After evaluation, 4 controlled clinical studies were included. Majority of the articles reveled protective marginal bone loss preservation for the implants with FAP (final abutment placement) at the time of implant placement compared with the implants with MAP (multiple abutment placements) in connected dental implants, in partially edentulous patients. Meta-analysis of the four studies with 280 implants reviled significantly greater bone loss in cases with multiple abutment disconnections/reconnections. The weighted mean difference in marginal bone loss was 0.4 mm (95% confidence interval, 0.16-0.63 mm), showing bone preservation in the FAP group.
Within the limitations of this meta-analysis, multiple abutments disconnections significantly affected marginal bone loss changes in partially edentulous patients. The finding suggests to overview current prosthetic and surgical treatment planning protocols to prevent greater marginal bone loss.

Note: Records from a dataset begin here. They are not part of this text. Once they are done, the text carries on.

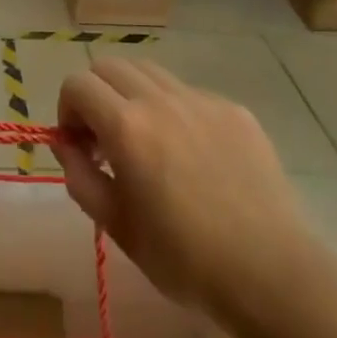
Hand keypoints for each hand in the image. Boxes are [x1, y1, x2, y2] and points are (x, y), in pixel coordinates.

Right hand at [55, 58, 309, 312]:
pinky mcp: (234, 110)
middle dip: (95, 95)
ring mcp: (202, 100)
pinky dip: (173, 110)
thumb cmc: (184, 259)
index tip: (79, 146)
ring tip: (145, 140)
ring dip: (132, 94)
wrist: (270, 272)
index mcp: (127, 127)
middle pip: (110, 66)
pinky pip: (188, 93)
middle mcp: (161, 100)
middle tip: (105, 139)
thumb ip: (80, 177)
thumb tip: (65, 144)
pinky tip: (190, 154)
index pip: (77, 84)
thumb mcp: (117, 226)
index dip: (67, 110)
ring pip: (150, 72)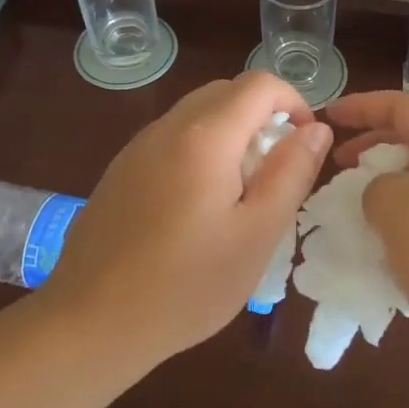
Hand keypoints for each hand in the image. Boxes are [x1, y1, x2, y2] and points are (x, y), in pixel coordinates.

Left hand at [45, 73, 331, 363]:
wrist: (91, 324)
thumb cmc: (187, 285)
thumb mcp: (257, 234)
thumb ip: (291, 173)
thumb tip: (317, 128)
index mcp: (205, 135)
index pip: (260, 84)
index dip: (294, 102)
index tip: (304, 146)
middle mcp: (168, 127)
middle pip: (227, 92)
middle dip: (263, 117)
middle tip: (275, 171)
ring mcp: (138, 147)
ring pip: (197, 114)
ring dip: (231, 133)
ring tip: (239, 193)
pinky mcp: (120, 170)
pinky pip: (172, 138)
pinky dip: (200, 149)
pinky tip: (196, 207)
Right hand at [327, 91, 408, 391]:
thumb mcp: (404, 217)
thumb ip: (378, 191)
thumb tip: (382, 194)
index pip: (404, 108)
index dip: (363, 106)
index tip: (329, 119)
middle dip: (372, 153)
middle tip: (339, 174)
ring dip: (388, 200)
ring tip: (358, 224)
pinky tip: (392, 266)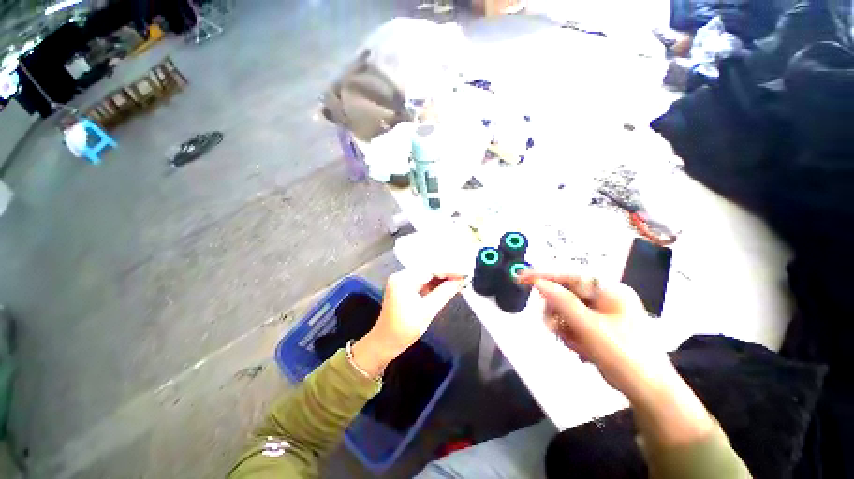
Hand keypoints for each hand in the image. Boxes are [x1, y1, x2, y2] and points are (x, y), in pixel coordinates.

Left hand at [352, 270, 463, 376]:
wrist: (385, 344)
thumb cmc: (404, 329)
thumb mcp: (427, 310)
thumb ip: (445, 292)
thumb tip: (461, 281)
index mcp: (403, 279)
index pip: (431, 269)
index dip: (449, 270)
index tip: (465, 273)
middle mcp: (401, 276)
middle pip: (429, 270)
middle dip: (447, 274)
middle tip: (464, 277)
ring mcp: (402, 281)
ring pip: (427, 276)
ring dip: (442, 279)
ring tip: (459, 281)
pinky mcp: (405, 288)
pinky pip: (423, 282)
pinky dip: (435, 285)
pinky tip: (447, 286)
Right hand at [518, 271, 661, 392]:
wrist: (650, 395)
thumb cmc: (624, 356)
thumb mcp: (590, 328)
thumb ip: (562, 302)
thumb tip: (538, 282)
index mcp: (610, 290)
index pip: (570, 276)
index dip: (544, 275)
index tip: (521, 278)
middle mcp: (606, 298)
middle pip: (566, 295)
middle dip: (556, 312)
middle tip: (552, 328)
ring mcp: (602, 314)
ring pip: (566, 312)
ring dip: (564, 328)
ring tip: (573, 345)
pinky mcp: (598, 329)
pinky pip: (573, 325)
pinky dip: (571, 336)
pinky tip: (581, 351)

本系统评价和荟萃分析旨在评估基台连接/断开对部分缺牙患者种植体边缘骨丧失变化的影响。
通过电子和手工搜索英文期刊,直到 2020 年 1 月 1 日,选择临床研究。仅纳入显示在部分缺牙患者中,同一患者或不同患者组中,最终种植体基台和多个基台替换之间直接比较的随机临床试验(RCT)和前瞻性对照临床试验(CCT)。观察指标为:(1)使用的基台类型;(2)放置基台的时间;(3)边缘骨丧失变化;(4)生物并发症;(5)机械并发症。
评估后,纳入 4 项对照临床研究。大多数文章表明,与连接的种植体相比,在种植体植入时使用 FAP(最终基台放置)可更好地保护种植体的边缘骨,而在连接的种植体中,使用 MAP(多个基台放置)会导致边缘骨丧失增加。对 4 项研究共 280 个种植体进行荟萃分析表明,在多次基台断开/重新连接的情况下,骨丢失明显更多。边缘骨丢失的加权平均差异为 0.4mm(95%置信区间,0.16-0.63mm),表明 FAP 组有骨保留。
在本荟萃分析的限制范围内,多个基台的断开会显著影响部分缺牙患者的边缘骨丧失变化。这一发现表明,需要重新审视当前的修复和手术治疗计划方案,以防止更大的边缘骨丢失。